Yet this gets executed across multiple workers?

int[ ] arr = new arr[1000];
Schedule(arr.length, 4);

  • Native Job 1

  • Batch 1

  • Execute 1

  • Execute 2

  • Execute 3

  • Execute 4

  • Batch 2

  • Batch 250 (arr.length / 4)

Which now begs the question how does it know how to split up the native jobs? Still missing the dots in my head :confused:

Either your observation is wrong or you found a bug. Care to share code and profiler timeline captures?

Don’t worry about details. There is no need going down to rabbit hole.
Unless you want some micro optimization.
Don’t try to make a code, which relies on the order of splitting array, or something like that.
Chances are it will break, as the order per thread is not guaranteed.

Just make it work and test it.
Watch profiler threads, what happens. Lots of things become clear.

@DreamingImLatios There is no bug I’m simply speculating a hypothesis that is wrong because I don’t understand how the jobs are getting scheduled and batched in relation to the batch size parameter.

@Antypodish I already did make it work I’m just trying to understand what the batchSize parameter is doing so I can make the proper changes when needed. It’s not needed atm as the differences in results are negligent and I’m happy with the increase in performance since refactoring to use IJobParallelFor over a bulky IJob. Just starting at 1 batch size and going up is okay advise I guess, just trying to understand how the load is distributed. There is nothing clear about what changes when changing this parameter when analyzing the profiler, not that I can tell anyways.

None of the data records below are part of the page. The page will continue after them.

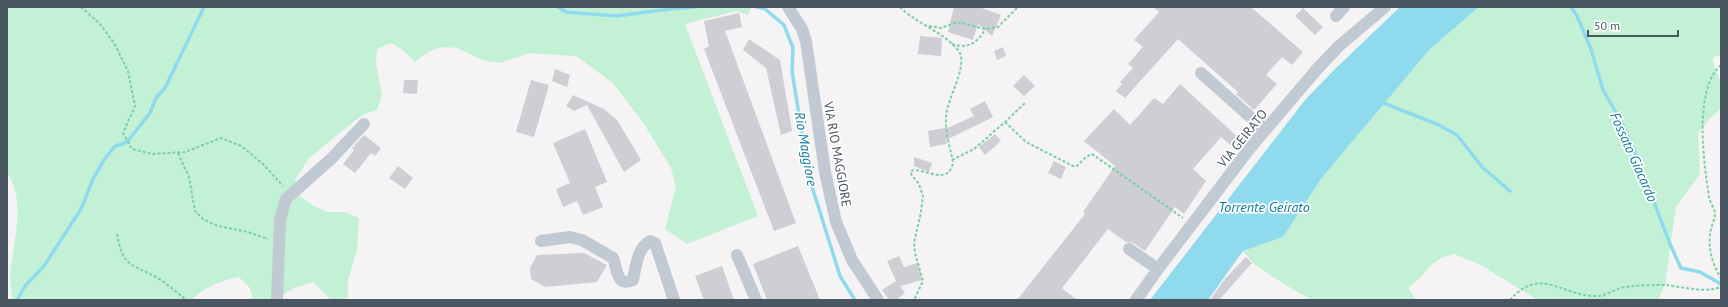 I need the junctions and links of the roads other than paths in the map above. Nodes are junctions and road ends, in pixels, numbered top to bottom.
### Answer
1 (788, 7) edge
2 (1385, 7) edge
3 (1201, 73) dead end
4 (364, 124) dead end
5 (1265, 130) junction
6 (541, 241) dead end
7 (1128, 249) dead end
8 (738, 255) dead end
9 (1158, 269) junction
10 (277, 300) edge
11 (674, 300) edge
12 (756, 300) edge
13 (878, 300) edge
14 (1136, 300) edge

1 - 13 street, VIA RIO MAGGIORE
2 - 5 street, VIA GEIRATO
3 - 5 street
4 - 10 street
5 - 9 street, VIA GEIRATO
6 - 11 street
7 - 9 street
8 - 12 street
9 - 14 street, VIA GEIRATO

I guess I’ll just accept the magic and be happy my burst jobs get evenly distributed across workers for now, I just won’t understand when I need to increase the batch size, and still a little confused on what the proper use case for IJobParallelForBatch would be.

edit & just to clarify what is currently happening

I have a 80k float3’s that I write to in a burst job. I converted this to IJobParallelFor and the work gets distributed evenly across across the workers (10 in my case, so 80k/10 verts are getting processed per burst execution). Updating the batch size parameter doesn’t notably do anything when looking at the profile analyzer, maybe I need to look again but it seems at higher batch counts maybe the “stealing” is occurring when something finished before something else? idk.

I don’t know what you are testing and observing anymore, so how about you try this. Set the batch size to the total number of elements. Then run it. Notice how many threads are being used? Then set the batch size to half the number of elements, then a third, then a fourth, and so on until you match your worker thread count.

Now continue to decrease the batch size using values that don’t divide evenly into your number of threads. Notice what happens to the range of time periods when each of the threads finish.

Now go back and reread our previous posts. Make sense yet?

1 Like

Okay, I’m all cleared up now.

Batch size equal to total number of array elements triggered only 1 job, dividing by 2 as suggested split it to 2 jobs, by 4 to 4 jobs and so on, getting to the point where it evenly distributes across all available workers.

So long story short I guess when I was doing the original testing I was making a false observation, I don’t think I was setting the batch size to the proper array size. You and I had the same experiment I just setup the scheduling incorrectly which invalidated my experiment. I thought I was seeing no difference to the scheduling but again I must have not been using the right configuration.

A further point of confusion was how the burst compilation came into things which Antypodist was trying to tell me doesn’t matter. Which I now understand. What I was having a hard time seeing was how the Execute function gets called from a NativeJob which you provided some sample code which helped elaborate that point. The burst compilation would happen at the NativeJob level, which explains how everything still gets bundled together as expected and hoped for. When testing without burst I noticed that the exact same amount of jobs were spawned which reiterated / proved this point.

Makes sense to me now, I suppose the day break and coming back with fresh eyes helped :slight_smile:

Thank you for the help and patience :slight_smile: :slight_smile:

6642499--758248--batchsize-5625.png
6642499--758251--batchsize-11250.png
6642499--758254--batchsize-1.png
6642499--758260--batchsize-512.png
6642499--758263--batchsize-512-without-burst.png

1 Like

Closing remarks: it sure is nice having an easy to use job scheduler + burst :smile: